Dataset content =
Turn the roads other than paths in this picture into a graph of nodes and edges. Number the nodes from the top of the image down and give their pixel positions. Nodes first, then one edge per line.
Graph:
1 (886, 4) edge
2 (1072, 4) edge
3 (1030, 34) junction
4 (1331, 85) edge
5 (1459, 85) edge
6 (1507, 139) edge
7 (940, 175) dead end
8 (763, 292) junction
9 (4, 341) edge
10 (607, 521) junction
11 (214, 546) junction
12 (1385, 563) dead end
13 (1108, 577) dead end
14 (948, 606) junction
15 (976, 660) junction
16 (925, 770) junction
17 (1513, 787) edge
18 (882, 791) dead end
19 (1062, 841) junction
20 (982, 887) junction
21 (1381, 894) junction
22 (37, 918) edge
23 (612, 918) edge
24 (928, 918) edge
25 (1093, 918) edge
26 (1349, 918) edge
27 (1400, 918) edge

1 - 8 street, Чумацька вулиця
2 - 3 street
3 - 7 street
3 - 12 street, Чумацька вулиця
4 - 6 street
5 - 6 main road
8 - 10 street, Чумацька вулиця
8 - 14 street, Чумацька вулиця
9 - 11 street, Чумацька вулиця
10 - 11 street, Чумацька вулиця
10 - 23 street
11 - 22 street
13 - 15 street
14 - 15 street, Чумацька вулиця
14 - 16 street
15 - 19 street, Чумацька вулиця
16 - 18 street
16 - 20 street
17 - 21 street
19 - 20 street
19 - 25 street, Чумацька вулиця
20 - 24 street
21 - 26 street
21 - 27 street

Aim of the exercise = For this task, print the records again exactly as they appear.

Solution for this exercise =
Turn the roads other than paths in this picture into a graph of nodes and edges. Number the nodes from the top of the image down and give their pixel positions. Nodes first, then one edge per line.
Graph:
1 (886, 4) edge
2 (1072, 4) edge
3 (1030, 34) junction
4 (1331, 85) edge
5 (1459, 85) edge
6 (1507, 139) edge
7 (940, 175) dead end
8 (763, 292) junction
9 (4, 341) edge
10 (607, 521) junction
11 (214, 546) junction
12 (1385, 563) dead end
13 (1108, 577) dead end
14 (948, 606) junction
15 (976, 660) junction
16 (925, 770) junction
17 (1513, 787) edge
18 (882, 791) dead end
19 (1062, 841) junction
20 (982, 887) junction
21 (1381, 894) junction
22 (37, 918) edge
23 (612, 918) edge
24 (928, 918) edge
25 (1093, 918) edge
26 (1349, 918) edge
27 (1400, 918) edge

1 - 8 street, Чумацька вулиця
2 - 3 street
3 - 7 street
3 - 12 street, Чумацька вулиця
4 - 6 street
5 - 6 main road
8 - 10 street, Чумацька вулиця
8 - 14 street, Чумацька вулиця
9 - 11 street, Чумацька вулиця
10 - 11 street, Чумацька вулиця
10 - 23 street
11 - 22 street
13 - 15 street
14 - 15 street, Чумацька вулиця
14 - 16 street
15 - 19 street, Чумацька вулиця
16 - 18 street
16 - 20 street
17 - 21 street
19 - 20 street
19 - 25 street, Чумацька вулиця
20 - 24 street
21 - 26 street
21 - 27 street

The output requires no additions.